== Assigned task ==
Set down the data again in full, keeping every line exactly as it is.
-- -- --
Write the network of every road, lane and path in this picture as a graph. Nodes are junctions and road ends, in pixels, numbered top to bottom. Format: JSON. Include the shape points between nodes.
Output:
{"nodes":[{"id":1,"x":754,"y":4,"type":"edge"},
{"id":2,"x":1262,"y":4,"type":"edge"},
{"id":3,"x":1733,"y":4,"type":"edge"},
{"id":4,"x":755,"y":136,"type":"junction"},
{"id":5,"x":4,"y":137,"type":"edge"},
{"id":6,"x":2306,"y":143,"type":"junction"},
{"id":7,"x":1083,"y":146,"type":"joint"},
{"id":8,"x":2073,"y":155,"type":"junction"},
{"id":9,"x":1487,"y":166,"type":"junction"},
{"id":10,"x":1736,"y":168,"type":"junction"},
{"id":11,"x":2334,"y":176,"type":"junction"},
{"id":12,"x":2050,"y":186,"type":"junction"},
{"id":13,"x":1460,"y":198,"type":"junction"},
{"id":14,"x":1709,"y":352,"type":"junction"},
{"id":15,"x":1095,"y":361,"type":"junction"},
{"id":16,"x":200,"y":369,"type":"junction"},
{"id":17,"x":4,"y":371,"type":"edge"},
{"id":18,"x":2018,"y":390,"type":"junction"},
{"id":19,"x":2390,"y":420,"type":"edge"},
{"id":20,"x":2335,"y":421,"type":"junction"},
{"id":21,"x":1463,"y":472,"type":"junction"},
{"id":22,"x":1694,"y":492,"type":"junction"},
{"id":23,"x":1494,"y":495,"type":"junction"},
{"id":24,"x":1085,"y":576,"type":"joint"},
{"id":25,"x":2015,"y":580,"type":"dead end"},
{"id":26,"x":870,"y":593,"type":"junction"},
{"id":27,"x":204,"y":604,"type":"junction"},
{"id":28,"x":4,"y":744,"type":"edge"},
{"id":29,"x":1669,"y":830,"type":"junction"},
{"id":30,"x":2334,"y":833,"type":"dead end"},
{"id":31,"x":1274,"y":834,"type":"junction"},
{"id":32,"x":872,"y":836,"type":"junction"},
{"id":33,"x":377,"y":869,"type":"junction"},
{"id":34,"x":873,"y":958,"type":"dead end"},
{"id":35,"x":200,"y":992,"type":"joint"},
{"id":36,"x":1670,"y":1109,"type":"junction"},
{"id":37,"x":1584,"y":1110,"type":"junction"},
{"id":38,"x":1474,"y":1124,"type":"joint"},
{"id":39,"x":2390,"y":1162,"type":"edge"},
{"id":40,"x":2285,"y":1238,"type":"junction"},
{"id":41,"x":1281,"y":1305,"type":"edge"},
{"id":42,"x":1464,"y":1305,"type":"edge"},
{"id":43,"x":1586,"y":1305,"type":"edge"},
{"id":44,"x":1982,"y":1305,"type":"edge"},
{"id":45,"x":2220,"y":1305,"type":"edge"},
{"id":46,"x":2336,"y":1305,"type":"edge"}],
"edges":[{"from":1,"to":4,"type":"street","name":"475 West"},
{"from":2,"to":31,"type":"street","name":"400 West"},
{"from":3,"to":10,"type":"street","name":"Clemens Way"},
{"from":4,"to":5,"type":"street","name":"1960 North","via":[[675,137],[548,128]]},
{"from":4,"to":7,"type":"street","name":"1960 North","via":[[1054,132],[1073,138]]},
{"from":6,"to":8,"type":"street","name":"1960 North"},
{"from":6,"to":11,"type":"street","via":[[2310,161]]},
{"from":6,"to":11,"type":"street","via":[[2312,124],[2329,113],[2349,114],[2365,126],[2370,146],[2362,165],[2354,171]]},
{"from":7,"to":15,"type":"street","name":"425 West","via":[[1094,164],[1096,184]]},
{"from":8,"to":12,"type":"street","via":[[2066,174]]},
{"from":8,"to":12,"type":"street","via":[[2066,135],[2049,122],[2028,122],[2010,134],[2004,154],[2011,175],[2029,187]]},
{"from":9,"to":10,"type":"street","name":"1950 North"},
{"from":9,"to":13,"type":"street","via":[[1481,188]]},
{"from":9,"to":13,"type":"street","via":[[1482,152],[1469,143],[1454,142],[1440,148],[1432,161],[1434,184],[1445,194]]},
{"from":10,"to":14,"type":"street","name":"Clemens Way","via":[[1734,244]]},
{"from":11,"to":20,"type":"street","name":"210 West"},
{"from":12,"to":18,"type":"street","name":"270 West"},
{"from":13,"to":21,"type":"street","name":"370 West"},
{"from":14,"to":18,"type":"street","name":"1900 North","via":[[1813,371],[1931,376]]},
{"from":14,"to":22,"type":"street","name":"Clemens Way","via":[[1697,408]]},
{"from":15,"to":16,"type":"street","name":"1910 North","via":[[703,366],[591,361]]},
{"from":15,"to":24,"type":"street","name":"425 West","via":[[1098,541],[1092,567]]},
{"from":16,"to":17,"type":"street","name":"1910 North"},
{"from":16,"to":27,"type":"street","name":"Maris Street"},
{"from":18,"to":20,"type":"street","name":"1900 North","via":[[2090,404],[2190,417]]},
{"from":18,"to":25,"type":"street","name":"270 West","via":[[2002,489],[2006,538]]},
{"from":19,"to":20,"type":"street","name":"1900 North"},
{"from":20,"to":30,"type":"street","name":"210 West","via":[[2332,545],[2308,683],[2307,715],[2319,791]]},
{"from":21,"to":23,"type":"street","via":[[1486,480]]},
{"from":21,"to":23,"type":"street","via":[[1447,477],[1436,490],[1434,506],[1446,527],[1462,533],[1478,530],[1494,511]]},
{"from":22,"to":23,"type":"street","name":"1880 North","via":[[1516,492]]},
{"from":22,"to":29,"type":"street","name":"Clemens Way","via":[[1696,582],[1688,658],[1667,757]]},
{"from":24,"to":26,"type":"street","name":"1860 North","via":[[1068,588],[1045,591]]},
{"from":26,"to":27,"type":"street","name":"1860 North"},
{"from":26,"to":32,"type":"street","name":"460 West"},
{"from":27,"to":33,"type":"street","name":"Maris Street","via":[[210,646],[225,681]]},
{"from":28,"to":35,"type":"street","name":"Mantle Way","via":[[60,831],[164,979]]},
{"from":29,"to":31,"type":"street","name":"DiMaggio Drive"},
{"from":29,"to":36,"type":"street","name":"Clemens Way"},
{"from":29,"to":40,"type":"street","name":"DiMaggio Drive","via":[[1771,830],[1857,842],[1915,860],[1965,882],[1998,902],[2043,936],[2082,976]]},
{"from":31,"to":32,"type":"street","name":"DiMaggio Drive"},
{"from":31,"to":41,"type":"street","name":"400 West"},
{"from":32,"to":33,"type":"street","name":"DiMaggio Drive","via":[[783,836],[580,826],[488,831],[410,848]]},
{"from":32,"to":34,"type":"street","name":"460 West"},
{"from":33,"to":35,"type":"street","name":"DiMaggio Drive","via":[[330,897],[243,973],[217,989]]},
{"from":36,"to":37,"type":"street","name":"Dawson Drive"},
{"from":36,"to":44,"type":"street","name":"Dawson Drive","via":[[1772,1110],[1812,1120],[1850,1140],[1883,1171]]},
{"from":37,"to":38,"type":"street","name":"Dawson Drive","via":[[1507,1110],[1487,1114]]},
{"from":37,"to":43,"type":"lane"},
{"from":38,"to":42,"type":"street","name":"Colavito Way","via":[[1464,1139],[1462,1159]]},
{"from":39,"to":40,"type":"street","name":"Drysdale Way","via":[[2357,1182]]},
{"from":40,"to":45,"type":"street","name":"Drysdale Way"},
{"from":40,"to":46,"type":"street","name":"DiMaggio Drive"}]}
-- -- --
== Exercise response ==
Write the network of every road, lane and path in this picture as a graph. Nodes are junctions and road ends, in pixels, numbered top to bottom. Format: JSON. Include the shape points between nodes.
Output:
{"nodes":[{"id":1,"x":754,"y":4,"type":"edge"},
{"id":2,"x":1262,"y":4,"type":"edge"},
{"id":3,"x":1733,"y":4,"type":"edge"},
{"id":4,"x":755,"y":136,"type":"junction"},
{"id":5,"x":4,"y":137,"type":"edge"},
{"id":6,"x":2306,"y":143,"type":"junction"},
{"id":7,"x":1083,"y":146,"type":"joint"},
{"id":8,"x":2073,"y":155,"type":"junction"},
{"id":9,"x":1487,"y":166,"type":"junction"},
{"id":10,"x":1736,"y":168,"type":"junction"},
{"id":11,"x":2334,"y":176,"type":"junction"},
{"id":12,"x":2050,"y":186,"type":"junction"},
{"id":13,"x":1460,"y":198,"type":"junction"},
{"id":14,"x":1709,"y":352,"type":"junction"},
{"id":15,"x":1095,"y":361,"type":"junction"},
{"id":16,"x":200,"y":369,"type":"junction"},
{"id":17,"x":4,"y":371,"type":"edge"},
{"id":18,"x":2018,"y":390,"type":"junction"},
{"id":19,"x":2390,"y":420,"type":"edge"},
{"id":20,"x":2335,"y":421,"type":"junction"},
{"id":21,"x":1463,"y":472,"type":"junction"},
{"id":22,"x":1694,"y":492,"type":"junction"},
{"id":23,"x":1494,"y":495,"type":"junction"},
{"id":24,"x":1085,"y":576,"type":"joint"},
{"id":25,"x":2015,"y":580,"type":"dead end"},
{"id":26,"x":870,"y":593,"type":"junction"},
{"id":27,"x":204,"y":604,"type":"junction"},
{"id":28,"x":4,"y":744,"type":"edge"},
{"id":29,"x":1669,"y":830,"type":"junction"},
{"id":30,"x":2334,"y":833,"type":"dead end"},
{"id":31,"x":1274,"y":834,"type":"junction"},
{"id":32,"x":872,"y":836,"type":"junction"},
{"id":33,"x":377,"y":869,"type":"junction"},
{"id":34,"x":873,"y":958,"type":"dead end"},
{"id":35,"x":200,"y":992,"type":"joint"},
{"id":36,"x":1670,"y":1109,"type":"junction"},
{"id":37,"x":1584,"y":1110,"type":"junction"},
{"id":38,"x":1474,"y":1124,"type":"joint"},
{"id":39,"x":2390,"y":1162,"type":"edge"},
{"id":40,"x":2285,"y":1238,"type":"junction"},
{"id":41,"x":1281,"y":1305,"type":"edge"},
{"id":42,"x":1464,"y":1305,"type":"edge"},
{"id":43,"x":1586,"y":1305,"type":"edge"},
{"id":44,"x":1982,"y":1305,"type":"edge"},
{"id":45,"x":2220,"y":1305,"type":"edge"},
{"id":46,"x":2336,"y":1305,"type":"edge"}],
"edges":[{"from":1,"to":4,"type":"street","name":"475 West"},
{"from":2,"to":31,"type":"street","name":"400 West"},
{"from":3,"to":10,"type":"street","name":"Clemens Way"},
{"from":4,"to":5,"type":"street","name":"1960 North","via":[[675,137],[548,128]]},
{"from":4,"to":7,"type":"street","name":"1960 North","via":[[1054,132],[1073,138]]},
{"from":6,"to":8,"type":"street","name":"1960 North"},
{"from":6,"to":11,"type":"street","via":[[2310,161]]},
{"from":6,"to":11,"type":"street","via":[[2312,124],[2329,113],[2349,114],[2365,126],[2370,146],[2362,165],[2354,171]]},
{"from":7,"to":15,"type":"street","name":"425 West","via":[[1094,164],[1096,184]]},
{"from":8,"to":12,"type":"street","via":[[2066,174]]},
{"from":8,"to":12,"type":"street","via":[[2066,135],[2049,122],[2028,122],[2010,134],[2004,154],[2011,175],[2029,187]]},
{"from":9,"to":10,"type":"street","name":"1950 North"},
{"from":9,"to":13,"type":"street","via":[[1481,188]]},
{"from":9,"to":13,"type":"street","via":[[1482,152],[1469,143],[1454,142],[1440,148],[1432,161],[1434,184],[1445,194]]},
{"from":10,"to":14,"type":"street","name":"Clemens Way","via":[[1734,244]]},
{"from":11,"to":20,"type":"street","name":"210 West"},
{"from":12,"to":18,"type":"street","name":"270 West"},
{"from":13,"to":21,"type":"street","name":"370 West"},
{"from":14,"to":18,"type":"street","name":"1900 North","via":[[1813,371],[1931,376]]},
{"from":14,"to":22,"type":"street","name":"Clemens Way","via":[[1697,408]]},
{"from":15,"to":16,"type":"street","name":"1910 North","via":[[703,366],[591,361]]},
{"from":15,"to":24,"type":"street","name":"425 West","via":[[1098,541],[1092,567]]},
{"from":16,"to":17,"type":"street","name":"1910 North"},
{"from":16,"to":27,"type":"street","name":"Maris Street"},
{"from":18,"to":20,"type":"street","name":"1900 North","via":[[2090,404],[2190,417]]},
{"from":18,"to":25,"type":"street","name":"270 West","via":[[2002,489],[2006,538]]},
{"from":19,"to":20,"type":"street","name":"1900 North"},
{"from":20,"to":30,"type":"street","name":"210 West","via":[[2332,545],[2308,683],[2307,715],[2319,791]]},
{"from":21,"to":23,"type":"street","via":[[1486,480]]},
{"from":21,"to":23,"type":"street","via":[[1447,477],[1436,490],[1434,506],[1446,527],[1462,533],[1478,530],[1494,511]]},
{"from":22,"to":23,"type":"street","name":"1880 North","via":[[1516,492]]},
{"from":22,"to":29,"type":"street","name":"Clemens Way","via":[[1696,582],[1688,658],[1667,757]]},
{"from":24,"to":26,"type":"street","name":"1860 North","via":[[1068,588],[1045,591]]},
{"from":26,"to":27,"type":"street","name":"1860 North"},
{"from":26,"to":32,"type":"street","name":"460 West"},
{"from":27,"to":33,"type":"street","name":"Maris Street","via":[[210,646],[225,681]]},
{"from":28,"to":35,"type":"street","name":"Mantle Way","via":[[60,831],[164,979]]},
{"from":29,"to":31,"type":"street","name":"DiMaggio Drive"},
{"from":29,"to":36,"type":"street","name":"Clemens Way"},
{"from":29,"to":40,"type":"street","name":"DiMaggio Drive","via":[[1771,830],[1857,842],[1915,860],[1965,882],[1998,902],[2043,936],[2082,976]]},
{"from":31,"to":32,"type":"street","name":"DiMaggio Drive"},
{"from":31,"to":41,"type":"street","name":"400 West"},
{"from":32,"to":33,"type":"street","name":"DiMaggio Drive","via":[[783,836],[580,826],[488,831],[410,848]]},
{"from":32,"to":34,"type":"street","name":"460 West"},
{"from":33,"to":35,"type":"street","name":"DiMaggio Drive","via":[[330,897],[243,973],[217,989]]},
{"from":36,"to":37,"type":"street","name":"Dawson Drive"},
{"from":36,"to":44,"type":"street","name":"Dawson Drive","via":[[1772,1110],[1812,1120],[1850,1140],[1883,1171]]},
{"from":37,"to":38,"type":"street","name":"Dawson Drive","via":[[1507,1110],[1487,1114]]},
{"from":37,"to":43,"type":"lane"},
{"from":38,"to":42,"type":"street","name":"Colavito Way","via":[[1464,1139],[1462,1159]]},
{"from":39,"to":40,"type":"street","name":"Drysdale Way","via":[[2357,1182]]},
{"from":40,"to":45,"type":"street","name":"Drysdale Way"},
{"from":40,"to":46,"type":"street","name":"DiMaggio Drive"}]}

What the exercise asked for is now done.